With the fast development of the computer technology, a touch panel is widely used in electronic devices such as a mobile phone, a personal digital assistant (PDA) and so on. The touch panel may almost replace the mouse to be a computer input device.
Generally, after a user generates a touch point on the touch panel, the control circuit in the electronic device may calculate the position of the touch point immediately. After obtaining the position of the touch point, the electronic device may execute the corresponding programs.
There are multiple types of touch panels, and nowadays, a resistive touch panel is the most popular. The operating principle of the resistive touch panel is illustrated hereinbelow.
As shown in FIG. 1A, it is a side view showing a conventional resistive touch panel. Multiple strip-shaped indium tin oxide (ITO) layers 102 are formed on the surface of a transparent glass substrate 100. In addition, multiple strip-shaped ITO layers 112 are formed on the surface of a transparent film 110. The strip-shaped ITO layers 102 on the transparent glass substrate 100 are perpendicular to the strip-shaped ITO layers 112 on the transparent film 110. In addition, multiple transparent spacer dots 120 isolate the strip-shaped ITO layers 102 on the transparent glass substrate 100 and the strip-shaped ITO layers 112 on the transparent film 110 to prevent them from contacting.
When the user presses the transparent film 110 with a finger or a stylus, the strip-shaped ITO layer 112 on the transparent file 110 is transformed and contacts the strip-shaped ITO layer 102 on the transparent glass substrate 100. The control circuit (not shown) of the touch panel calculates the position of the touch point.
As shown in FIG. 1B, it is a top view showing the conventional resistive touch panel.
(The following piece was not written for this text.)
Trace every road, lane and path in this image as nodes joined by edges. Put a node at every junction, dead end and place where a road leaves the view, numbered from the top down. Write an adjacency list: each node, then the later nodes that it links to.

For example, four electrodes are disposed around the touch panel 10. They are a negative Y (Y−) electrode, a positive Y (Y+) electrode, a negative X (X−) electrode and a positive X (X+) electrode. In addition, the strip-shaped ITO layers 102 on the glass substrate are arranged vertically, and the two ends of all the strip-shaped ITO layers are connected to the negative Y (Y−) electrode and the positive Y (Y+) electrode. The strip-shaped ITO layers 112 on the transparent film 110 are arranged horizontally, and the two ends of all the strip-shaped ITO layers 112 are connected to the negative X (X−) electrode and the positive X (X+) electrode. All the strip-shaped ITO layers 102 and 112 may be equivalent to resistors.
In addition, the control circuit 150 is respectively connected to the negative Y (Y−) electrode, the positive Y (Y+) electrode, the negative X (X−) electrode and the positive X (X+) electrode via the Y− line, the Y+ line, the X− line and the X+ line. When touch points are generated on the touch panel 10, the control circuit 150 may obtain the position of the touch point quickly.
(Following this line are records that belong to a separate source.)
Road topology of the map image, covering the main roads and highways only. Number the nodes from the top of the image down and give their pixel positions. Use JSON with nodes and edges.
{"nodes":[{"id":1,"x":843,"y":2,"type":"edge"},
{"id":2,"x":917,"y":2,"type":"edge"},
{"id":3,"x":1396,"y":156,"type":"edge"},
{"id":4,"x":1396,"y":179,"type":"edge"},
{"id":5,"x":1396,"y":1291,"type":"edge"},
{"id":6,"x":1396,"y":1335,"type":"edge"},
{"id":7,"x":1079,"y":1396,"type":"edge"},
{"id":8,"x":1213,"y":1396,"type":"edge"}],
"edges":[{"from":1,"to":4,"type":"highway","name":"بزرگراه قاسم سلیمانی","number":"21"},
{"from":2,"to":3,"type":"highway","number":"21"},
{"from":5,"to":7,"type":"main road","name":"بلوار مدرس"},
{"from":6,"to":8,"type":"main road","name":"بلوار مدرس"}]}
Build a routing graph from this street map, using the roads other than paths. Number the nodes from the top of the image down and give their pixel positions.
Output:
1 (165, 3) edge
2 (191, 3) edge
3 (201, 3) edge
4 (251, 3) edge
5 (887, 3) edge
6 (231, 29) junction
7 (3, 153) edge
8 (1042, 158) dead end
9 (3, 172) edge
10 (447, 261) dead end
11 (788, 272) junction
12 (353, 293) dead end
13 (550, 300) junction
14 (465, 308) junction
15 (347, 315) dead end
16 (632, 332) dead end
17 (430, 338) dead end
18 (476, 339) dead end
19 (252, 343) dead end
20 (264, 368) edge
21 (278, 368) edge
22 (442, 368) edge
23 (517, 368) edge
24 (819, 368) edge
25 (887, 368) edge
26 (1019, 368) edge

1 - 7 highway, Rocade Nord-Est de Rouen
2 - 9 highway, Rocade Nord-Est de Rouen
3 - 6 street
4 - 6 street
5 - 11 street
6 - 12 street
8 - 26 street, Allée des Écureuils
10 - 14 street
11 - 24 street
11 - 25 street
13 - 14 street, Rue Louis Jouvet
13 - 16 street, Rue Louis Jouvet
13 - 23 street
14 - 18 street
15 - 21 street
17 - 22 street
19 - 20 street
As shown in FIG. 2A, it is a schematic diagram showing that whether touch points are generated on the conventional resistive touch panel is detected. First, to get whether the user generates a touch action on the touch panel, the control circuit (not shown) connects a power source (Vcc) to the positive X (X+) electrode, connects the ground end to the negative Y (Y−) electrode, connects the negative X (X−) electrode to the control circuit to provide voltage Va and open the positive Y (Y+) electrode.
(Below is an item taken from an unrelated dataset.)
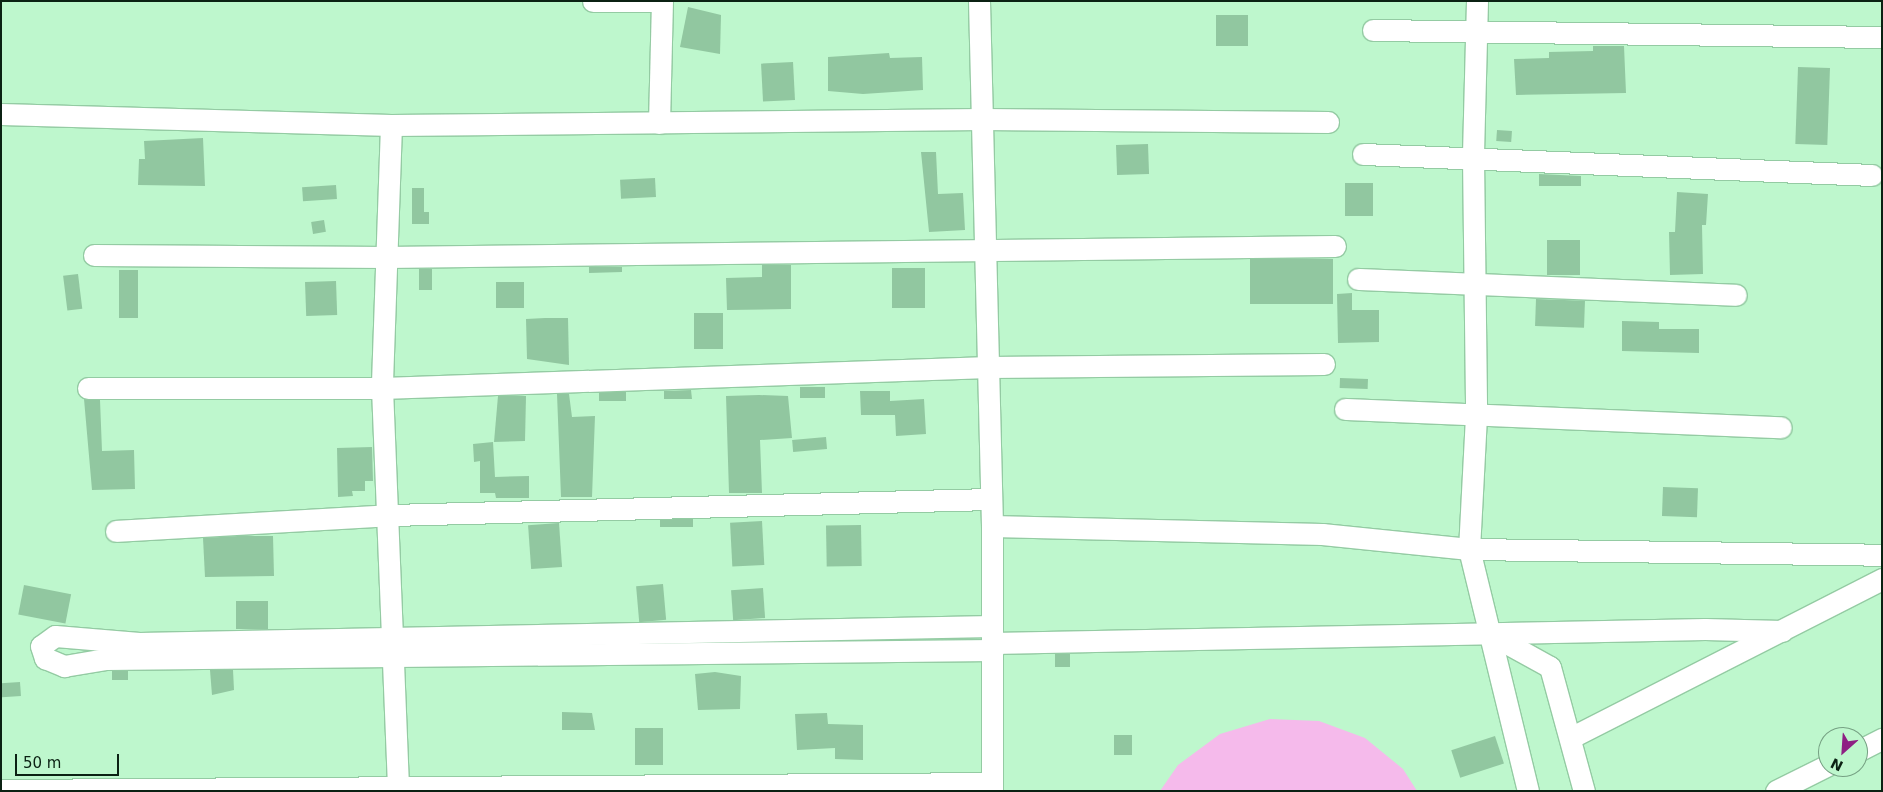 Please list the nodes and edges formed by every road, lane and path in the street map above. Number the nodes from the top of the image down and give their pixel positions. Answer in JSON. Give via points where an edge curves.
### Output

Obviously, when the user does not press the touch panel, the upper strip-shaped ITO layers and the lower strip-shaped ITO layers do not contact each other. Therefore, the control circuit may receive the voltage Va at the negative X (X−) electrode which is equal to the voltage Vcc. It represents that the user does not press the touch panel.
When the user presses the touch panel with a stylus 140 or a finger, the upper strip-shaped ITO layers contact the lower strip-shaped ITO layers at the touch point A. Therefore, the control circuit detects that the negative X(X−) electrode receives a voltage
  (      Va    =                            (                                    R              ⁢                                                          ⁢              4                        +            Rz                    )                ·        Vcc                              R          ⁢                                          ⁢          1                +        Rz        +                  R          ⁢                                          ⁢          4                      )which is smaller than the voltage Vcc. That is, it is determined that the user presses the touch panel. The contact resistance Rz is the contact resistance when the two strip-shaped ITO layers contact each other.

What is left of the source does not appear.